Although polymorphisms of the MRP1 gene have been reported, their effect on protein expression and function is still uncertain (50). Ito et al. (69) detected 16 naturally occurring SNPs in the MRP1 gene, four of which are associated with amino acid substitutions. The G2012T SNP in exon 16 results in a Gly–Val substitution but results in no obvious functional changes in protein expression or function (70). In contrast, the G1299T SNP in exon10 results in an Arg-Ser substitution, which in turn results in decreased transport of several organic anions but increased doxorubicin resistance (71). The G128C SNP in exon 2 results in a Cys-Ser substitution, which gives poor localization of the protein, resulting in decreased resistance to sodium arsenite and vincristine (72). Thus, none of the SNPs reported to date result in a complete loss of expression or function of the protein but rather moderate its substrate affinity.

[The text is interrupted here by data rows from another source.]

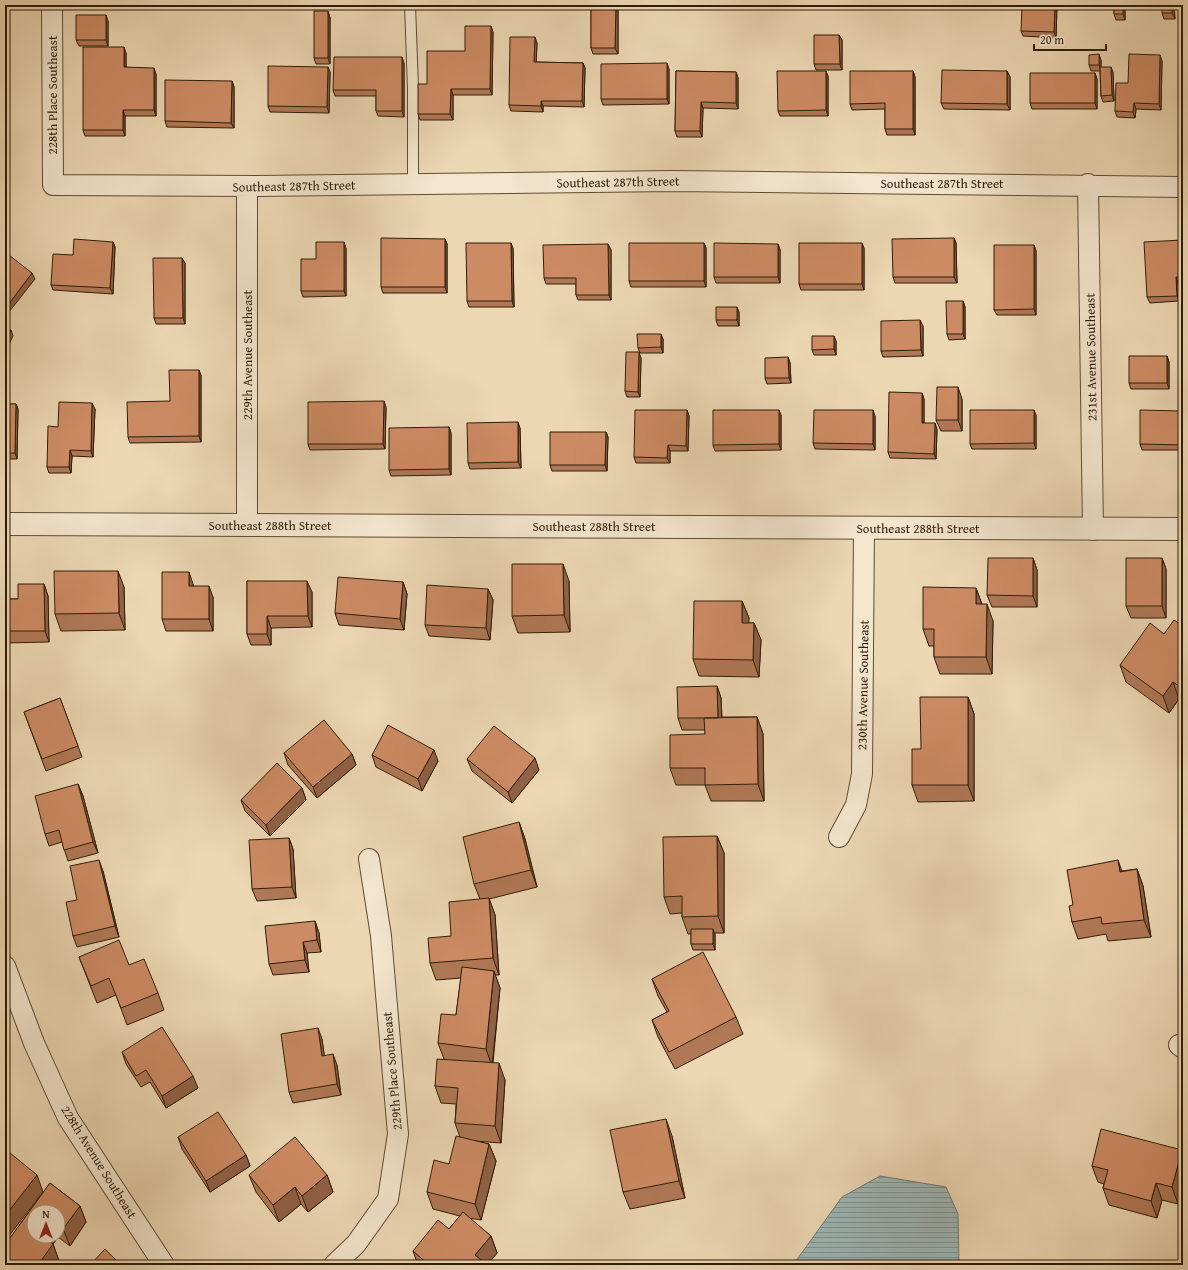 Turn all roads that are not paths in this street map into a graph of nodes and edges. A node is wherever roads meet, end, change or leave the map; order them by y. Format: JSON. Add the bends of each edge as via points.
{"nodes":[{"id":1,"x":52,"y":5,"type":"edge"},
{"id":2,"x":410,"y":5,"type":"edge"},
{"id":3,"x":413,"y":184,"type":"junction"},
{"id":4,"x":1088,"y":184,"type":"junction"},
{"id":5,"x":53,"y":186,"type":"joint"},
{"id":6,"x":246,"y":186,"type":"junction"},
{"id":7,"x":1183,"y":187,"type":"edge"},
{"id":8,"x":5,"y":524,"type":"edge"},
{"id":9,"x":247,"y":525,"type":"junction"},
{"id":10,"x":864,"y":528,"type":"junction"},
{"id":11,"x":1183,"y":529,"type":"edge"},
{"id":12,"x":1093,"y":530,"type":"junction"},
{"id":13,"x":839,"y":837,"type":"dead end"},
{"id":14,"x":369,"y":859,"type":"dead end"},
{"id":15,"x":5,"y":966,"type":"edge"},
{"id":16,"x":164,"y":1265,"type":"edge"},
{"id":17,"x":334,"y":1265,"type":"edge"}],
"edges":[{"from":1,"to":5,"type":"street","name":"228th Place Southeast"},
{"from":2,"to":3,"type":"lane"},
{"from":3,"to":4,"type":"street","name":"Southeast 287th Street","via":[[673,181]]},
{"from":3,"to":6,"type":"street","name":"Southeast 287th Street"},
{"from":4,"to":7,"type":"street","name":"Southeast 287th Street"},
{"from":4,"to":12,"type":"street","name":"231st Avenue Southeast"},
{"from":5,"to":6,"type":"street","name":"Southeast 287th Street"},
{"from":6,"to":9,"type":"street","name":"229th Avenue Southeast"},
{"from":8,"to":9,"type":"street","name":"Southeast 288th Street"},
{"from":9,"to":10,"type":"street","name":"Southeast 288th Street"},
{"from":10,"to":12,"type":"street","name":"Southeast 288th Street"},
{"from":10,"to":13,"type":"street","name":"230th Avenue Southeast","via":[[862,774],[856,805]]},
{"from":11,"to":12,"type":"street","name":"Southeast 288th Street"},
{"from":14,"to":17,"type":"street","name":"229th Place Southeast","via":[[381,936],[398,1134],[388,1199],[356,1244]]},
{"from":15,"to":16,"type":"street","name":"228th Avenue Southeast","via":[[34,1043],[68,1118]]}]}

Mutations in the MRP2 gene have been identified in patients with Dubin-Johnson syndrome, which is characterized by a mild conjugated hyperbilirubinemia. In these patients, loss of MRP2 function results in decreased excretion of these conjugates (50).To date, only one study observed the effect of MRP2 SNPs on placental protein expression. Meyer zu Schwabedissen et al. (49) demonstrated that the G1249A polymorphism resulted in a significant decrease in placental MRP2 mRNA expression in preterm placentas. This lower level of MRP2 expression in early-gestation placentas could result in greater exposure to drugs such as the AEDs at a time when the fetus is more susceptible to teratogenesis and could potentially therefore be involved in the MCMs sometimes observed with AED exposure.

BCRP.

To date, more than 40 coding SNPs have been reported in the BCRP gene and Lepper et al. (59) provide a comprehensive list of the 43 most common. Of these, the C421A variant in exon 5 results in decreased BCRP expression (73) and also reduced ATPase activity of the mutant protein (74). G34A in exon 2 results in poor localization of the protein and a resultant decrease in efflux activity (75) and a third less common SNP, the C376T polymorphism in exon 4 substitutes a stop codon for Gln at position126, resulting in no BCRP expression. Only one study of placental BCRP polymorphisms has been reported to date (76), and it demonstrated significantly lower BCRP expression in individuals homozygous for the A421 allele compared with C421.

CONCLUSION

Fetal genotype with respect to these multidrug-resistance transporters will undoubtedly be important in determining fetal susceptibility to AEDs and any other drug or xenobiotic present in maternal plasma. The mechanisms determining interindividual variations in expression of these proteins are worthy of extensive investigation because identification of susceptible genotypes would add a further dimension to the counseling, which has been recommended for all epileptic women of child-bearing age.